Hi all, I’m Nival from Sri Lanka. I’m a bit behind in the course, but trying to catch up, and this break to the official course is a blessing! I tried going thru Jeremy’s beginner guide to NLP, and applying the same approach to a Abortion stance tweet classification problem. The dataset was available already in Huggingface. I thought starting with a simple problem will get me somewhere. I don’t yet understand transformers fully(not even close), but I was able to classify those tweets into ‘for’, ‘against’, and ‘neutral’ on abortion, with an accuracy/F1 score of 77% by fine-tuing “DistilBert” language model, which is similar to Bert, but smaller.
I also used a lot of help from Chapter two of the NLP with transformers book
I guess for a noob like me, it’s a decent result. So all the credit to Jeremy and the authors of the book.
I think I could definitely improve the result. It was amazing to see that a similar dataset was used as part of a competition called SemEval-2016, in 2016, and the winning model, called ‘DeepStance’ was only 63.23% accurate in the same task.
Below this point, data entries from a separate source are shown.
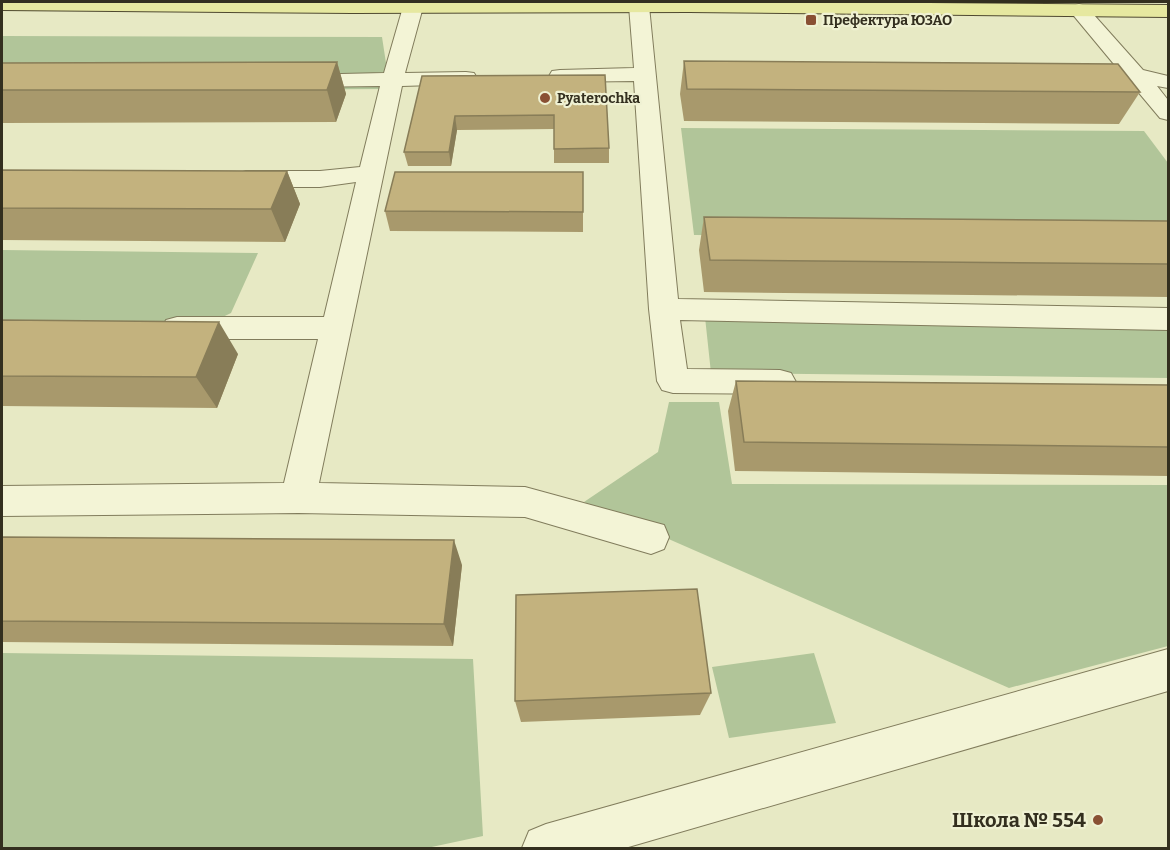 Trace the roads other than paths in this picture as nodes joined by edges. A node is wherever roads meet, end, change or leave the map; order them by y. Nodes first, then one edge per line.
1 (2, 4) edge
2 (345, 4) edge
3 (639, 6) junction
4 (413, 7) junction
5 (1078, 10) junction
6 (1168, 11) edge
7 (645, 74) junction
8 (1063, 75) edge
9 (1134, 75) junction
10 (542, 76) edge
11 (484, 78) edge
12 (392, 80) junction
13 (274, 81) edge
14 (1168, 82) edge
15 (1168, 113) edge
16 (372, 173) junction
17 (225, 179) edge
18 (664, 309) junction
19 (1168, 319) edge
20 (145, 328) edge
21 (337, 328) junction
22 (803, 382) edge
23 (298, 498) junction
24 (2, 501) edge
25 (651, 537) dead end
26 (1168, 670) edge
27 (546, 849) edge

1 - 2 main road
2 - 4 main road
3 - 4 main road
3 - 5 main road
3 - 7 lane
4 - 12 lane
5 - 6 main road
5 - 9 lane
7 - 10 lane
7 - 18 lane
8 - 9 lane
9 - 14 lane
9 - 15 lane
11 - 12 lane
12 - 13 lane
12 - 16 lane
16 - 17 lane
16 - 21 lane
18 - 19 lane
18 - 22 lane
20 - 21 lane
21 - 23 lane
23 - 24 lane
23 - 25 lane
26 - 27 lane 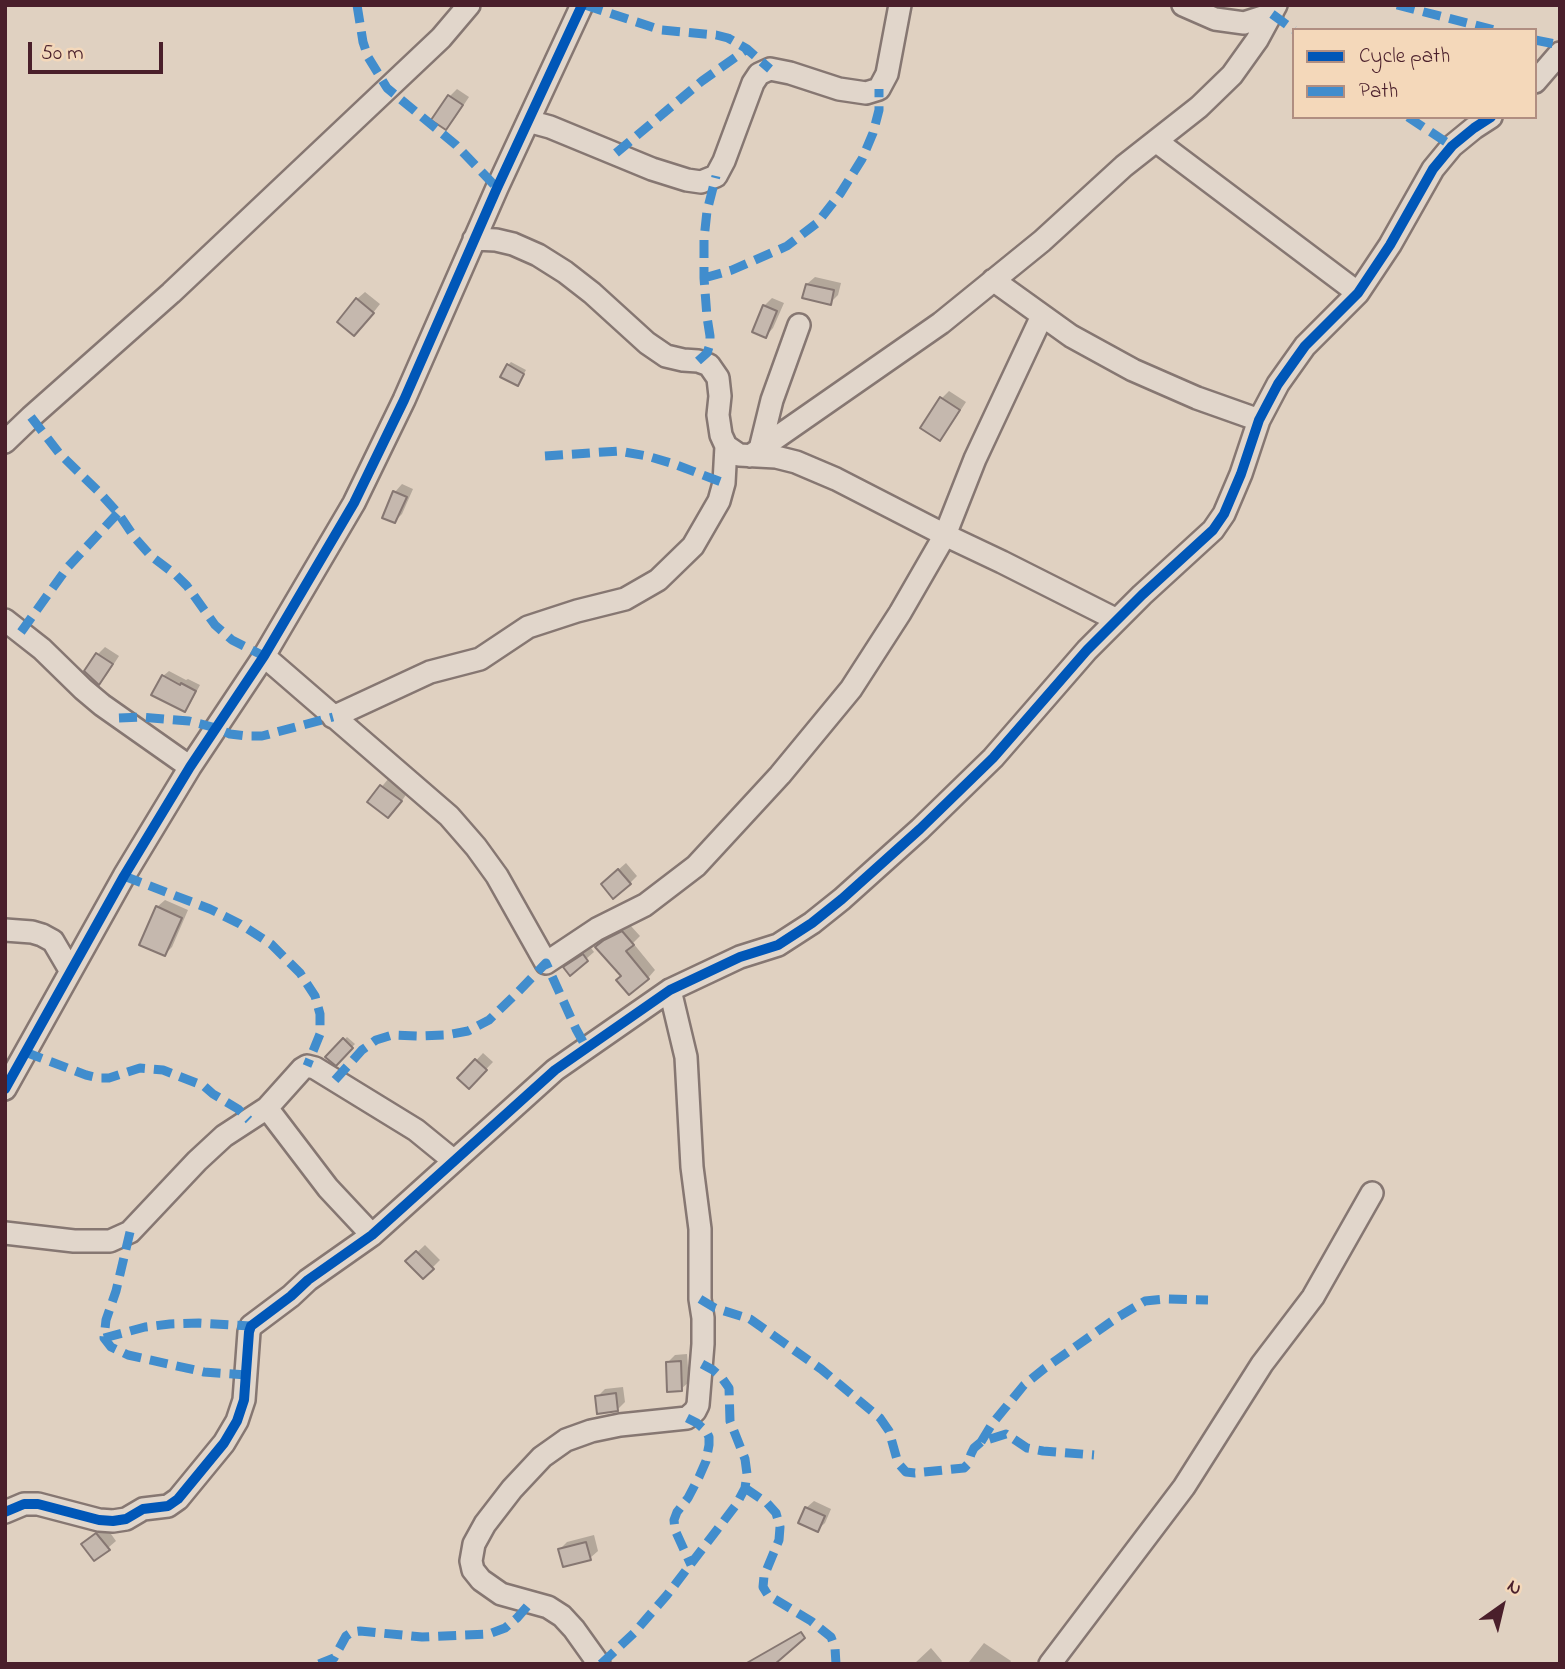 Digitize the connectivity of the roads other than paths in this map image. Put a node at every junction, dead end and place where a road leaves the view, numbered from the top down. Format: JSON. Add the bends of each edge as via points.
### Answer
{"nodes":[{"id":1,"x":469,"y":5,"type":"edge"},
{"id":2,"x":583,"y":5,"type":"edge"},
{"id":3,"x":900,"y":5,"type":"edge"},
{"id":4,"x":1183,"y":5,"type":"edge"},
{"id":5,"x":1274,"y":9,"type":"edge"},
{"id":6,"x":1560,"y":53,"type":"edge"},
{"id":7,"x":1537,"y":80,"type":"edge"},
{"id":8,"x":1488,"y":119,"type":"edge"},
{"id":9,"x":528,"y":121,"type":"junction"},
{"id":10,"x":1156,"y":141,"type":"junction"},
{"id":11,"x":474,"y":239,"type":"junction"},
{"id":12,"x":993,"y":280,"type":"junction"},
{"id":13,"x":1358,"y":293,"type":"junction"},
{"id":14,"x":1042,"y":316,"type":"junction"},
{"id":15,"x":799,"y":325,"type":"dead end"},
{"id":16,"x":1258,"y":420,"type":"junction"},
{"id":17,"x":5,"y":442,"type":"edge"},
{"id":18,"x":726,"y":446,"type":"junction"},
{"id":19,"x":755,"y":453,"type":"junction"},
{"id":20,"x":945,"y":535,"type":"junction"},
{"id":21,"x":5,"y":620,"type":"edge"},
{"id":22,"x":1117,"y":620,"type":"junction"},
{"id":23,"x":264,"y":656,"type":"junction"},
{"id":24,"x":333,"y":717,"type":"junction"},
{"id":25,"x":190,"y":767,"type":"junction"},
{"id":26,"x":5,"y":930,"type":"edge"},
{"id":27,"x":70,"y":970,"type":"junction"},
{"id":28,"x":670,"y":990,"type":"junction"},
{"id":29,"x":5,"y":1089,"type":"edge"},
{"id":30,"x":267,"y":1108,"type":"junction"},
{"id":31,"x":454,"y":1161,"type":"junction"},
{"id":32,"x":1372,"y":1193,"type":"dead end"},
{"id":33,"x":5,"y":1233,"type":"edge"},
{"id":34,"x":372,"y":1236,"type":"junction"},
{"id":35,"x":5,"y":1512,"type":"edge"},
{"id":36,"x":598,"y":1664,"type":"edge"},
{"id":37,"x":1050,"y":1664,"type":"edge"}],
"edges":[{"from":1,"to":17,"type":"street","via":[[441,38],[171,293]]},
{"from":2,"to":9,"type":"street"},
{"from":3,"to":9,"type":"street","via":[[887,74],[879,89],[866,93],[839,89],[770,69],[759,74],[716,176],[701,181],[652,169]]},
{"from":4,"to":5,"type":"street","via":[[1215,19],[1244,23]]},
{"from":5,"to":10,"type":"street","via":[[1232,75]]},
{"from":6,"to":7,"type":"street"},
{"from":8,"to":13,"type":"street","via":[[1452,146],[1433,169]]},
{"from":9,"to":11,"type":"street"},
{"from":10,"to":12,"type":"street"},
{"from":10,"to":13,"type":"street"},
{"from":11,"to":18,"type":"street","via":[[513,244],[538,256],[592,293],[666,356],[709,366],[718,378],[718,415]]},
{"from":11,"to":23,"type":"street","via":[[354,503]]},
{"from":12,"to":14,"type":"street"},
{"from":12,"to":19,"type":"street","via":[[941,323]]},
{"from":13,"to":16,"type":"street","via":[[1305,346]]},
{"from":14,"to":16,"type":"street","via":[[1133,370]]},
{"from":14,"to":20,"type":"street"},
{"from":15,"to":19,"type":"street"},
{"from":16,"to":22,"type":"street","via":[[1241,474],[1213,530]]},
{"from":18,"to":19,"type":"street","via":[[739,455]]},
{"from":18,"to":24,"type":"street","via":[[719,501],[693,546],[658,580],[625,599],[528,627],[480,659],[430,672]]},
{"from":19,"to":20,"type":"street","via":[[796,462],[836,479]]},
{"from":20,"to":22,"type":"street"},
{"from":20,"to":24,"type":"street","via":[[851,689],[726,835],[696,866],[645,905],[597,929],[546,963],[476,847],[449,817]]},
{"from":21,"to":25,"type":"street","via":[[102,705]]},
{"from":22,"to":28,"type":"street","via":[[993,758],[842,900],[778,945],[740,957]]},
{"from":23,"to":24,"type":"street"},
{"from":23,"to":25,"type":"street"},
{"from":25,"to":27,"type":"street"},
{"from":26,"to":27,"type":"street","via":[[53,941]]},
{"from":27,"to":29,"type":"street"},
{"from":28,"to":31,"type":"street","via":[[555,1070]]},
{"from":28,"to":36,"type":"street","via":[[685,1057],[699,1229],[703,1344],[698,1405],[687,1418],[620,1425],[566,1440],[542,1457],[505,1498],[474,1544],[471,1561],[481,1580],[501,1594],[548,1607],[562,1616]]},
{"from":30,"to":31,"type":"street","via":[[302,1069],[312,1066],[416,1130]]},
{"from":30,"to":33,"type":"street","via":[[223,1136],[130,1231],[110,1241]]},
{"from":30,"to":34,"type":"street","via":[[328,1188]]},
{"from":31,"to":34,"type":"street"},
{"from":32,"to":37,"type":"street","via":[[1313,1297],[1262,1364],[1184,1487]]},
{"from":34,"to":35,"type":"street","via":[[251,1326],[244,1400],[237,1421],[178,1499],[113,1521],[38,1504]]}]} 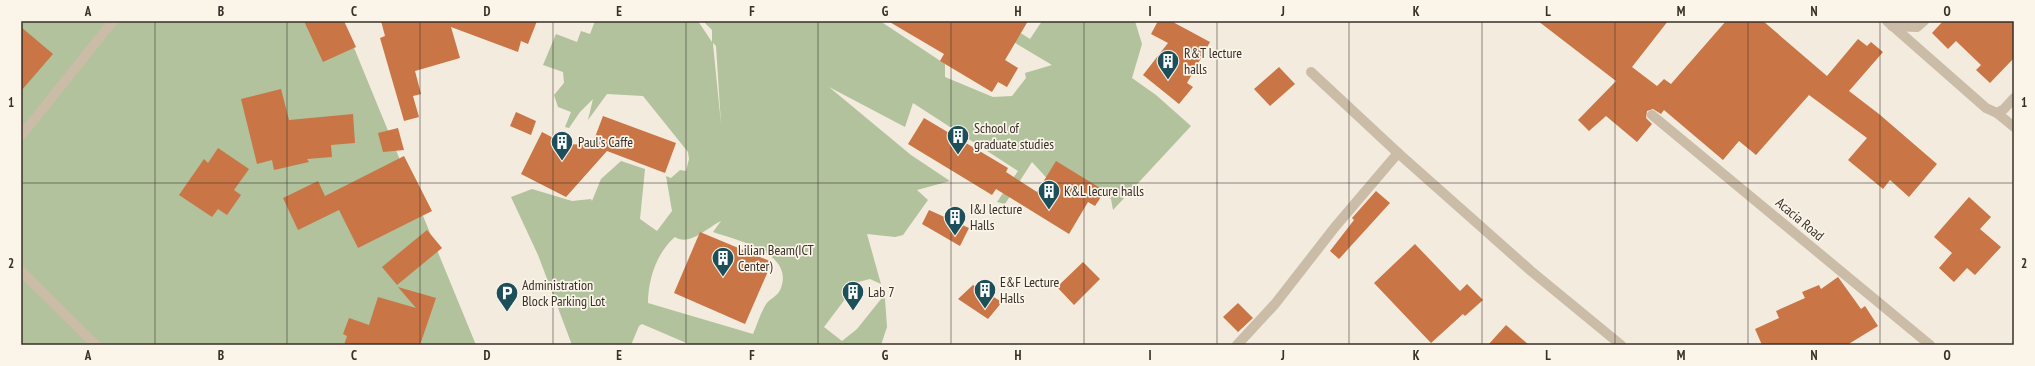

Attending the lesson where we went through NLP for absolute-beginners made me decide to take on NLP as homework, and revive some work on lithology analysis (lithology: “the science of describing the physical characteristics of the stuff under your feet”).
I have a first blog post on this, powered by fastpages of course. No machine learning so far by the way, “only” discovering the data…
Jeremy shared his opinion at some point that there is a lot of value that could be created from NLP, and this comment stayed with me over the past weeks. There is still a lot of information out there captured perhaps like this, and a lot of knowledge and insights (as well as ethical questions by the way) to gain from this data.
I need some help - I’m working on a NLP model, and the dataset has 172 distinct values for a column (not target variable). So its a ‘Drug Name’ column - what is the best way or best practice for handling it, please?
In a first project, I could segment a really small structure of the inner ear, based on one MR sequence and got decent results with a DCS of 0.76 on the validation set.
Now I would like to segment adenomas of the parathyroid glands, where I have to first label the pathology in more than one MR Sequences, one sequence will be a dynamic one(the most important one). The sequences will have different orientations, resolution etc.
Now I feel a little bit lost where to start, how to handle the different sequences etc. A little guidance is more than welcome;-).
It’s been a long time coming but with the help of the daily fastai walk thrus I have submitted my first entries into a kaggle competition from my Paperspace notebook.
You can find out how to do this yourself by following Radek’s post Practice walk-thru 6 / chp1 on Kaggle! and the official walk thrus Official course walk-thrus ✅ - #108. Walk thru 8 was Jeremy giving the demo from his own GPU but the same process works for Paperspace notebooks as well. I highly recommend the walk thrus for beginners.
Inspired by @pcuenq 's project that uses CLIP to search photos. I created an app to search for frames from YouTube videos based on the text you type in. To use the app, all you need is the link to a Youtube video. You can use very intuitive queries - for example, you can use “Macaulay Culkin screams with hands on his cheeks” to get the iconic scream face from a Home Alone movie clip.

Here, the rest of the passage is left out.